The full gravity and solemnity of this day – the day that is set aside to honor the men and women who died in combat- had somehow escaped my consciousness......
.........
.......A young combat veteran, who did time overseas in Iraq, recently approached me and told me how hard Memorial Day is for him. How immensely uncomfortable it makes him when people to thank him for his service. He’s home now, with his family. But he lives with the vivid memories of his colleagues and superiors dying in combat. Dying to save him.
I can’t imagine the atrocities he witnessed and now can’t forget. “Don’t thank him,” he implores. Instead, remember the fallen soldiers and their families. He says, “Thanking a combat veteran on Memorial Day has always seemed awkward and somewhat hurtful.”
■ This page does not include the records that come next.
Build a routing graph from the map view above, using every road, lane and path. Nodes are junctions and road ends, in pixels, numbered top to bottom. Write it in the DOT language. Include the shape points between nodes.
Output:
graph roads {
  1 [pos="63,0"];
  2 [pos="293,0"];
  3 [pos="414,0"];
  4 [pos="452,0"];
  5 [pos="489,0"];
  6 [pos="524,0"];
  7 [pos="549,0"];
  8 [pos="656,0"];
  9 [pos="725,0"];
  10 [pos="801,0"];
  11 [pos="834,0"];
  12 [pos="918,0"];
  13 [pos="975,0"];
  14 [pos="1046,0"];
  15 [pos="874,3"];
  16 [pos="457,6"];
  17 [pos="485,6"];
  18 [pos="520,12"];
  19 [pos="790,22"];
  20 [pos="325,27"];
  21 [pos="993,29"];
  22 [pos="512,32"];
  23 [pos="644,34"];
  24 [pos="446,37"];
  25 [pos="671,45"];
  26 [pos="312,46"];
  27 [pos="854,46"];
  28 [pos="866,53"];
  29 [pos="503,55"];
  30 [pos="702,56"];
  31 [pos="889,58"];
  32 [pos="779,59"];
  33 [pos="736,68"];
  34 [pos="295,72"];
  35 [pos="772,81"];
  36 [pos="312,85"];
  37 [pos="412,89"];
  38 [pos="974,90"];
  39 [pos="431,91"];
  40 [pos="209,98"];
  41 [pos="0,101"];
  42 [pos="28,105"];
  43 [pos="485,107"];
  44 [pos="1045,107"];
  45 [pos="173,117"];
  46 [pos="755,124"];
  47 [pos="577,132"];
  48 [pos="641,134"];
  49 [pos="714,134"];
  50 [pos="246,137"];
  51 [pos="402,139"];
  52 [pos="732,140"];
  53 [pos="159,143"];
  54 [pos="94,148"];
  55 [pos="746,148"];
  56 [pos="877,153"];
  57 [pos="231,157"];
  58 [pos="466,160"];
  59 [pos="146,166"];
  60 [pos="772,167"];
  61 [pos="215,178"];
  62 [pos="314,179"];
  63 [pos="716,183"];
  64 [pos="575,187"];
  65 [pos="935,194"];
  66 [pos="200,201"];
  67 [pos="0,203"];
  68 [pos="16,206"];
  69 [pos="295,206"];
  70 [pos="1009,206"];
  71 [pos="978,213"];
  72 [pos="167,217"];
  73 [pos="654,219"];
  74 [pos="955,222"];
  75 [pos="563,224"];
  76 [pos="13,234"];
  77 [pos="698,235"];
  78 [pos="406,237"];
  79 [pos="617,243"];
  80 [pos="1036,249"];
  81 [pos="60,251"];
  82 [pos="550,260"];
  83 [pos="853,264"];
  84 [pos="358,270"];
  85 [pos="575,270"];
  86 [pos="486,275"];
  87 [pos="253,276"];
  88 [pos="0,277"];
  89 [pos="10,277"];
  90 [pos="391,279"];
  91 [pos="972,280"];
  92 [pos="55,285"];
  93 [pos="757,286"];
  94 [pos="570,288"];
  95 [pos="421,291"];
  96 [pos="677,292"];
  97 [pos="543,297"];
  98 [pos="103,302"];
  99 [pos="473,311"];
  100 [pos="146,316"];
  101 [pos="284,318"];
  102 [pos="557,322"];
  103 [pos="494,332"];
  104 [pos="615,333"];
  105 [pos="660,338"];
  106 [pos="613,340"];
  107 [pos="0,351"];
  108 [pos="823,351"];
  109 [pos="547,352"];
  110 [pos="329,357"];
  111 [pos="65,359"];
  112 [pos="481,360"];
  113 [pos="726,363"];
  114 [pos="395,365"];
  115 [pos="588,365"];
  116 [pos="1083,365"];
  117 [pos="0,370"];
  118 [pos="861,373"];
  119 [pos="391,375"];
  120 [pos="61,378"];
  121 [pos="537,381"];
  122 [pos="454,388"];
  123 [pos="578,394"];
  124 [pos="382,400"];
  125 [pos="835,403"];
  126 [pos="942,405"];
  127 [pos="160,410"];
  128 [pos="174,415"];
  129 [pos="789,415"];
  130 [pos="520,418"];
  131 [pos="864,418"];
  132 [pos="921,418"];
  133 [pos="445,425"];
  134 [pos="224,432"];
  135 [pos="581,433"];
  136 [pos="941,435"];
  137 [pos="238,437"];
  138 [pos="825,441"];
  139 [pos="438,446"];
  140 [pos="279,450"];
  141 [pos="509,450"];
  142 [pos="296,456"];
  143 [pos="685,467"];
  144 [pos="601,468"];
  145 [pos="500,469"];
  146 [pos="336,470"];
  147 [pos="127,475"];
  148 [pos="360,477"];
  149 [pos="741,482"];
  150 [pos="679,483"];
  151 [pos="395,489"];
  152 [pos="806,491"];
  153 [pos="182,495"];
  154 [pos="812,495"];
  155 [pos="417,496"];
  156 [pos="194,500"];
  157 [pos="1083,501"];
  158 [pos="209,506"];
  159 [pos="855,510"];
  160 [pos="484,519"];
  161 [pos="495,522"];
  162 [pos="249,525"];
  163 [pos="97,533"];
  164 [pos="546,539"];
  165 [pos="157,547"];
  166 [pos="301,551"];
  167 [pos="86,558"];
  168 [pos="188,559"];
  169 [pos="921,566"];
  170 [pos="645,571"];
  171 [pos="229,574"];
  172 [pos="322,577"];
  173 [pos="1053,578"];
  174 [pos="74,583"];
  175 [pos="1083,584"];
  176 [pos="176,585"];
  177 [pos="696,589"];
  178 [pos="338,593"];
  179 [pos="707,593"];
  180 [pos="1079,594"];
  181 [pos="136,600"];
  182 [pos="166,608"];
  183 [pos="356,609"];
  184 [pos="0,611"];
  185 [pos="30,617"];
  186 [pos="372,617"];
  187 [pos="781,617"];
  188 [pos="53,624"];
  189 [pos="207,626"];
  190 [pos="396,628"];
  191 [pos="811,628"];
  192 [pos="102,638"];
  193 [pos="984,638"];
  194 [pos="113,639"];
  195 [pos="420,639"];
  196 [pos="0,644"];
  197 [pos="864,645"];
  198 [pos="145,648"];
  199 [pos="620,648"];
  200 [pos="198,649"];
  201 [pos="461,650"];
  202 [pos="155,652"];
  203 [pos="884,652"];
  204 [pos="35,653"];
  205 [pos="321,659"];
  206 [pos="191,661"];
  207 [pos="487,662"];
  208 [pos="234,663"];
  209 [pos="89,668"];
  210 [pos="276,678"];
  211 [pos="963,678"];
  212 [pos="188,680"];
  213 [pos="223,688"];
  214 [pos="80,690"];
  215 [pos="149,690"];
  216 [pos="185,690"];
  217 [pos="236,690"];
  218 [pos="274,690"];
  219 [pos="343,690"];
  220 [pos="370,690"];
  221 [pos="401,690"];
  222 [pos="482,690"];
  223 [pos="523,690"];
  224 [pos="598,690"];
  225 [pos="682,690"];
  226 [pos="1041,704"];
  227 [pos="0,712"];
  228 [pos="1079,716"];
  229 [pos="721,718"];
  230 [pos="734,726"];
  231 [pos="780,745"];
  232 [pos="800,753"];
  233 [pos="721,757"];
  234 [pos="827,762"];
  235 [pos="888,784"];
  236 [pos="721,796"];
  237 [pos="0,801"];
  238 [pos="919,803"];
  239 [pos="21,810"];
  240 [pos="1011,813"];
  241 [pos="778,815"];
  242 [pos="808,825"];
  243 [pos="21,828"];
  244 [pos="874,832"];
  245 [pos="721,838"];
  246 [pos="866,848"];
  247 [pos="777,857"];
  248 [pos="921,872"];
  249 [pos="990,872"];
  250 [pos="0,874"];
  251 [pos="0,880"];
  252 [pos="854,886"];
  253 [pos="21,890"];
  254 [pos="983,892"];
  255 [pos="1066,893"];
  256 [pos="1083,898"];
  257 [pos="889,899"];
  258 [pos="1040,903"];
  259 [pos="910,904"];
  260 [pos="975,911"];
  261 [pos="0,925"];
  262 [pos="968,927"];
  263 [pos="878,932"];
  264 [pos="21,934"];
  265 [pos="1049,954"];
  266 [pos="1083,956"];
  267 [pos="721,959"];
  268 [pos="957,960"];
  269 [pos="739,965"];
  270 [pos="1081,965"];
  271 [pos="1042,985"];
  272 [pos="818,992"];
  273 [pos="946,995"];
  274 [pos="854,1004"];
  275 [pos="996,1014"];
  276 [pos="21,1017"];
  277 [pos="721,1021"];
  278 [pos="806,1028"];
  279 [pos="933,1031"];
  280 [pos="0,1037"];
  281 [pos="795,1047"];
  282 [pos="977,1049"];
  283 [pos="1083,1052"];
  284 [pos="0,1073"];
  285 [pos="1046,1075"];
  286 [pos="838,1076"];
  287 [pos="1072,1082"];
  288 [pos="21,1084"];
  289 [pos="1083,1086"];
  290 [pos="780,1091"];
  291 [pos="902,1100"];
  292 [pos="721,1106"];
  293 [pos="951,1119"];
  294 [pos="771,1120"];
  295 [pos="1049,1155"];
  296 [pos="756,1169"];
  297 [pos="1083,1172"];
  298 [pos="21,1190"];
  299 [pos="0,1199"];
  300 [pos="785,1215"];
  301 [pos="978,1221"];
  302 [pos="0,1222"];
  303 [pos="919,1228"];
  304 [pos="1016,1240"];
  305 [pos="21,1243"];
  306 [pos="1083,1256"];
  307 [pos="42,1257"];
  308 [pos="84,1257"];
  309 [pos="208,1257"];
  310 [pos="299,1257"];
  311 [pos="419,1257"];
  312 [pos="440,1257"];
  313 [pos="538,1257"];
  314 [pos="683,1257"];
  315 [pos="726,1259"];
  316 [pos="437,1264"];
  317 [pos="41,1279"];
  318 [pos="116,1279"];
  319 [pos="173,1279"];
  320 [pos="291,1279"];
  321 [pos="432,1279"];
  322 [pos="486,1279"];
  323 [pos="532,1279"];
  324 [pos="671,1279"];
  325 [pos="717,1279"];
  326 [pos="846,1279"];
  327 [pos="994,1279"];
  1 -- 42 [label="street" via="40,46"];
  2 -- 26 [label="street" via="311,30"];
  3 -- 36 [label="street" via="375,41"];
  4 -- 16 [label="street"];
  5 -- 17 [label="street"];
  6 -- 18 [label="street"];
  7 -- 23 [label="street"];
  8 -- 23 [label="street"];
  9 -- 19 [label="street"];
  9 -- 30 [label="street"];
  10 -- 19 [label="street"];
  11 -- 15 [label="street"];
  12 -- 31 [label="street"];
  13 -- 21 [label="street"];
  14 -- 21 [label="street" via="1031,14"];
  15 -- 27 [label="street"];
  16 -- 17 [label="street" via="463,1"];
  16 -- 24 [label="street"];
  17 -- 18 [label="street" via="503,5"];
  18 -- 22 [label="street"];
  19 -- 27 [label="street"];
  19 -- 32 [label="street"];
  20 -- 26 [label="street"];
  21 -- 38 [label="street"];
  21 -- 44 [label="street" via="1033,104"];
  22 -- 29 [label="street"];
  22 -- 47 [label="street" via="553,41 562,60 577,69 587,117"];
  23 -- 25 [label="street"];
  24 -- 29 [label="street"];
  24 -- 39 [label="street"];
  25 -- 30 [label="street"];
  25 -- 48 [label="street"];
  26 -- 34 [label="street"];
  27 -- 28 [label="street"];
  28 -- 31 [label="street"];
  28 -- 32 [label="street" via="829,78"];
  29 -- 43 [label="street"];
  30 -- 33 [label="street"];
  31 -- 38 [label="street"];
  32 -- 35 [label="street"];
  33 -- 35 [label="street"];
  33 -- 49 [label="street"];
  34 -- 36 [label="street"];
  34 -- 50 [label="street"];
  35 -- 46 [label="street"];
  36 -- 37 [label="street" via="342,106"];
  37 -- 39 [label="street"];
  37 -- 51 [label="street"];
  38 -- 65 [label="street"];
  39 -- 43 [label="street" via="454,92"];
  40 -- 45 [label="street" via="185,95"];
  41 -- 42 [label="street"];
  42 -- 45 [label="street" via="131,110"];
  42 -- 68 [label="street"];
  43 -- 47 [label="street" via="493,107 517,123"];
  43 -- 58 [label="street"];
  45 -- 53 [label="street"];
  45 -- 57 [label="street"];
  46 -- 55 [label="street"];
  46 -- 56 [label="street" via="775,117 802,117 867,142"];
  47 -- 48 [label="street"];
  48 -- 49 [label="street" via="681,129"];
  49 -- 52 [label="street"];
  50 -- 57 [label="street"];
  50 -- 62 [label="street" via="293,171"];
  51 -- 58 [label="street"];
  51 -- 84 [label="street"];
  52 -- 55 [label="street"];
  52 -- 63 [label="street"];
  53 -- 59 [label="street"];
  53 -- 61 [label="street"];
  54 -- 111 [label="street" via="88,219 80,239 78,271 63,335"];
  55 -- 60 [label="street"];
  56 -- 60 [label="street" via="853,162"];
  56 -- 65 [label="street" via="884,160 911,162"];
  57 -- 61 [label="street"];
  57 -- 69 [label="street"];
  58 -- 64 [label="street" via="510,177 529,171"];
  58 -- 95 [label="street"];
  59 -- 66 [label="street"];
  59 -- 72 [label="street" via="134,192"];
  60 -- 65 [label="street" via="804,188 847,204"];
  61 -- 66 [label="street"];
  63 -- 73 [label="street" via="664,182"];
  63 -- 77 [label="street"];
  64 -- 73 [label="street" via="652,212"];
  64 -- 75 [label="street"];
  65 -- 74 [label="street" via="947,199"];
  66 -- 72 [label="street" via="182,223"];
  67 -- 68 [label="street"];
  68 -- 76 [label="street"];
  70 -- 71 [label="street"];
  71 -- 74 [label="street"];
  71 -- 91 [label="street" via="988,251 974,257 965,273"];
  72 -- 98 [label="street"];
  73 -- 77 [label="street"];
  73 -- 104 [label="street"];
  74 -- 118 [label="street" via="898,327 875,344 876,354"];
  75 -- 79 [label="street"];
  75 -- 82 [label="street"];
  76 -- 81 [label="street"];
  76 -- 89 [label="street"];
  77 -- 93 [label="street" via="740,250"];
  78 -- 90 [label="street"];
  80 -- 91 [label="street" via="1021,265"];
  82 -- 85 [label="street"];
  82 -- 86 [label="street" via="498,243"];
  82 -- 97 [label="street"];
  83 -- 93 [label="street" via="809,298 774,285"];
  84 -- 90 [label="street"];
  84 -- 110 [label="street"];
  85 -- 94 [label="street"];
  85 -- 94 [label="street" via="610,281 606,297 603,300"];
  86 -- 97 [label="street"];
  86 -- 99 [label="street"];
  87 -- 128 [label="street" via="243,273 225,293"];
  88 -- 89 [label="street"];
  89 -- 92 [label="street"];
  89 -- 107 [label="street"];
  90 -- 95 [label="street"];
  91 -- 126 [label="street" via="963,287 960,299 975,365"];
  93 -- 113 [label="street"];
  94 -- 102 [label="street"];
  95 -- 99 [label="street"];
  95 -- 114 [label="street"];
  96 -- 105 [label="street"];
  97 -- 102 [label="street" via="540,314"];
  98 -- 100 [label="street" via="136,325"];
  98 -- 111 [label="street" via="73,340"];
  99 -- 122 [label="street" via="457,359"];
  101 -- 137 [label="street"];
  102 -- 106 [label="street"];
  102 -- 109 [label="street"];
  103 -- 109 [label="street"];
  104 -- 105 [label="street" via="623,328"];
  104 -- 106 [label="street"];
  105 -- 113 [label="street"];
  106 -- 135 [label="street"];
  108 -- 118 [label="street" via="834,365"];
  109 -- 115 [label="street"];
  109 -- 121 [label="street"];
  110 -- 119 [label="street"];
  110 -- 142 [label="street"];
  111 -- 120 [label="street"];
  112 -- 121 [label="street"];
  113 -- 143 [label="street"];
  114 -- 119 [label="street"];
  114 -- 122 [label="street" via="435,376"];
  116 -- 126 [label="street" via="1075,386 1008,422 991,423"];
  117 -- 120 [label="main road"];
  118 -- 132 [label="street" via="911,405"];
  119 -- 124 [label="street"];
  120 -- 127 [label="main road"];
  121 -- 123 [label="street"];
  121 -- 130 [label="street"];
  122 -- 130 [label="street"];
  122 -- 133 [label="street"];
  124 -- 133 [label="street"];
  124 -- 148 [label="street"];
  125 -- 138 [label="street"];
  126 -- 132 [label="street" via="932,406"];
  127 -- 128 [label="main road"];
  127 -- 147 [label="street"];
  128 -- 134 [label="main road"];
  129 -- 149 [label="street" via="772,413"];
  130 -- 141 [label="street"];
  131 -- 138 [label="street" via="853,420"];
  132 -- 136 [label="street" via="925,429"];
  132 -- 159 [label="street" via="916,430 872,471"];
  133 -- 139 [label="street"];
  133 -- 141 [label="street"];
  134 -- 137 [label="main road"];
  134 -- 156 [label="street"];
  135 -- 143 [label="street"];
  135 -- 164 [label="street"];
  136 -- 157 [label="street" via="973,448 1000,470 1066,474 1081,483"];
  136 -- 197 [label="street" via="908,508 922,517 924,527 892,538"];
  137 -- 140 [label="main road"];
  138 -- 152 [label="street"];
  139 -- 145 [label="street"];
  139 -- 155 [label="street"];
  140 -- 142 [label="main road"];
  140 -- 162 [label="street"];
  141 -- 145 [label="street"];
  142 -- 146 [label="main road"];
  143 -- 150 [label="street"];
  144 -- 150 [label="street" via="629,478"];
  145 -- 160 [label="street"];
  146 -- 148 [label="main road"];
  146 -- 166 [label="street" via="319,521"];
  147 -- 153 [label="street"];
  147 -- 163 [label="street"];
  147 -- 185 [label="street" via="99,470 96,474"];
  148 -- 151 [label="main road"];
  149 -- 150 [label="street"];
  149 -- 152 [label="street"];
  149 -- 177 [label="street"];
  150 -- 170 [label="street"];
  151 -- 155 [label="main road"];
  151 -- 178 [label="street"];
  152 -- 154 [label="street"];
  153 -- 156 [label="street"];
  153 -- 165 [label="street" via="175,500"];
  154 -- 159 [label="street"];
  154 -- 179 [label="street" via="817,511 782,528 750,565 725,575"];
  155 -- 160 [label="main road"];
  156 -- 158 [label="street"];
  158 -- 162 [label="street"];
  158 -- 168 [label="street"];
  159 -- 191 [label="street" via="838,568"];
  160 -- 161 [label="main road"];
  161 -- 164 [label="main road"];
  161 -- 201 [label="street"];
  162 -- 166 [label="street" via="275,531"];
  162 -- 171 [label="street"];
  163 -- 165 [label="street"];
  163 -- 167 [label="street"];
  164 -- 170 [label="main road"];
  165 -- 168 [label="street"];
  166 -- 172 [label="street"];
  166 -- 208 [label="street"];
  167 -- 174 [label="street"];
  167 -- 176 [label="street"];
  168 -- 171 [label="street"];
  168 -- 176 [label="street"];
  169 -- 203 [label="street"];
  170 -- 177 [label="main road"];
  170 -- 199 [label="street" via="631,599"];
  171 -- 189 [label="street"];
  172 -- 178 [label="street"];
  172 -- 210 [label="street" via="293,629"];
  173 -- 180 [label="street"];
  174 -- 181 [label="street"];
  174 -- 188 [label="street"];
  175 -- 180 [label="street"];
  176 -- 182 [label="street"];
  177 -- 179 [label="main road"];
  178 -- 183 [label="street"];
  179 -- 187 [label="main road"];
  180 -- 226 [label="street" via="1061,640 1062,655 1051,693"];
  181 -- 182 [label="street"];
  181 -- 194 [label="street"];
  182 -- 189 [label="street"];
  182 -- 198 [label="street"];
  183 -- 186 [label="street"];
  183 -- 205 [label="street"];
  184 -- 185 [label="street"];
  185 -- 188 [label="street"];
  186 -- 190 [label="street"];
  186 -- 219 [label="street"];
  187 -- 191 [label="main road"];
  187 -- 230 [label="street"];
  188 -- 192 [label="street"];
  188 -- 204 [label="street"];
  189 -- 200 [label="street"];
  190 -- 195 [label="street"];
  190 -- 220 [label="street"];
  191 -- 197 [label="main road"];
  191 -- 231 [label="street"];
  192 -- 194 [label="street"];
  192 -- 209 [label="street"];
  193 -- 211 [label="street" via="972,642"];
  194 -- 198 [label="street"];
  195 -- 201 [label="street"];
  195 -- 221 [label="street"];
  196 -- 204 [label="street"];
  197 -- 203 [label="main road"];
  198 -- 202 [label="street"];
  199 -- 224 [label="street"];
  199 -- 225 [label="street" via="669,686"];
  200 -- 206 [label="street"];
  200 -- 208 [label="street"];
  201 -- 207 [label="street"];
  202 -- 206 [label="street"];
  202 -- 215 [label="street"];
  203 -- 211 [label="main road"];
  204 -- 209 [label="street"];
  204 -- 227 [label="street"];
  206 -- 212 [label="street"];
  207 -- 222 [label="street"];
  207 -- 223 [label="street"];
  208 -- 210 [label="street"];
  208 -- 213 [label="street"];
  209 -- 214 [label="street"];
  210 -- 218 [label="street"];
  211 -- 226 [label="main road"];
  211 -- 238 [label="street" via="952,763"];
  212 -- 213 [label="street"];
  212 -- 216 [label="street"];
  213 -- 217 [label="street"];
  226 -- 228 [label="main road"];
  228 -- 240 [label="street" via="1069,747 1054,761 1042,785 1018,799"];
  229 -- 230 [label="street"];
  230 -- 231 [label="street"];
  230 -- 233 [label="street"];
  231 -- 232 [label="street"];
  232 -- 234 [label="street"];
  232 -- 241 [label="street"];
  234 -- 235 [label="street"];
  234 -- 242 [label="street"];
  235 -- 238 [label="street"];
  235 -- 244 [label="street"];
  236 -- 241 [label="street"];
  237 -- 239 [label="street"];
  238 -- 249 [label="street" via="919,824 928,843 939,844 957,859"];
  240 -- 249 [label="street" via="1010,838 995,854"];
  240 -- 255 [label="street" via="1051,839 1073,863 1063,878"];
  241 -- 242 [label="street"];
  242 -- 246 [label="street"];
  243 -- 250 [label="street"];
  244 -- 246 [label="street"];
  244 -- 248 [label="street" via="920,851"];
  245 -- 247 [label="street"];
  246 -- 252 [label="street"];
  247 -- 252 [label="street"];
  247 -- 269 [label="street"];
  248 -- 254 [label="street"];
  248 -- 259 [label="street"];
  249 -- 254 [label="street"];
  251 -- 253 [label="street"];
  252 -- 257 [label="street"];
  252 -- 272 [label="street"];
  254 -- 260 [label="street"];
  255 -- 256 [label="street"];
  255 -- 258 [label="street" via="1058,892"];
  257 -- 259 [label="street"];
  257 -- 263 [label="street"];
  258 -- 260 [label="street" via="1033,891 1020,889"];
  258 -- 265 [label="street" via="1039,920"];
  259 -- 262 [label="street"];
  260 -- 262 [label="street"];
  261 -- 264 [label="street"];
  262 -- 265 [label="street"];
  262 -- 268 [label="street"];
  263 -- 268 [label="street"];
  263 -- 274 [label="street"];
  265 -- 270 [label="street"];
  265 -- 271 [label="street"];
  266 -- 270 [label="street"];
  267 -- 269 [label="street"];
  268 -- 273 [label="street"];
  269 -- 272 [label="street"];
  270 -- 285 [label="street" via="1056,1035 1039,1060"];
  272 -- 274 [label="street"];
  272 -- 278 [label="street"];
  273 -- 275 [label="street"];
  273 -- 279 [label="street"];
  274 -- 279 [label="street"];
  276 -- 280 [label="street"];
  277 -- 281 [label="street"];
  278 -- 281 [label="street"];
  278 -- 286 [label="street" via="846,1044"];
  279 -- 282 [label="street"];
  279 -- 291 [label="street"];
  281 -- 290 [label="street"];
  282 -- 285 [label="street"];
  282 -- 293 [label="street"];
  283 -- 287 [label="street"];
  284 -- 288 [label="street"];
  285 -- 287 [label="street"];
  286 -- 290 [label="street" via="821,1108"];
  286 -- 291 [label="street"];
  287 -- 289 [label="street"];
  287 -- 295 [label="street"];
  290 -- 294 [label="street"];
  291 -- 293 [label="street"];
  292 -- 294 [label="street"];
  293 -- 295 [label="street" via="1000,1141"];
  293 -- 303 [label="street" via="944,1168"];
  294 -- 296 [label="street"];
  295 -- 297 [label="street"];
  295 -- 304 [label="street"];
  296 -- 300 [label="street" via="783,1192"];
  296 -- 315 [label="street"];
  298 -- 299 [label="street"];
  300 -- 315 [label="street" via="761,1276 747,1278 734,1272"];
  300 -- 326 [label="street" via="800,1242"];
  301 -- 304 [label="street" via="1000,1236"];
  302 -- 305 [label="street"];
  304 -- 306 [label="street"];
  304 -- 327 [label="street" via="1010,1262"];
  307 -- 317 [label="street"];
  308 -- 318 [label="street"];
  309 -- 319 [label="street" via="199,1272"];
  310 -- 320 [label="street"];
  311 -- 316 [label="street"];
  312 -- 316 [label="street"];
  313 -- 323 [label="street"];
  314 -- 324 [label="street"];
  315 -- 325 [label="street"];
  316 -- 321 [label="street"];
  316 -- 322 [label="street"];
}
I see the images, floating around social media, of young widows- with clenched faces- lying on blankets atop the flower-covered graves of their husbands. Some of these women have babies in their laps- babies that will never see the face of the father who died protecting all of our freedoms.
And just this morning I read brutally raw and honest commentary, published by the Chicago Tribune, titled I’m a veteran, and I hate ‘ Happy Memorial Day.’ It’s powerful stuff. Read it.
I get it now. I’m sorry veterans and family members of the fallen.
I shouldn’t have ever said it.
I’ll say it all day long on the Fourth of July. I’ll thank you on Veterans Day. But today I’ll refrain from the word…because…
There is no “Happy” in “Memorial Day.”
It’s a day of remembrance.
Today is a day where we should pause, pray, and give gratitude to the 1.3 million brave men and women who have died to protect the very freedoms that we are privileged to enjoy on this beautiful day.
So in addition to all the fun and revelry in which we partake….let’s stop and remember."
http://www.bonbonbreak.com/no-longer-say-happy-memorial-day/#.WSifbYUpDYU
.....
05-26-2017 05:48 PM
@AuberriJean wrote:
My family lost several heroes who perished in combat
Not a sure why you can't read it.
I don't subscribe to WashPo and I can read it.
My condolences to you and your family.
WashPo has a policy that if you don't subscribe to them, you only get to look at three free articles from them per month. I've obviously used up my share already
They are a great source.
Thank you for your condolences, Augergine.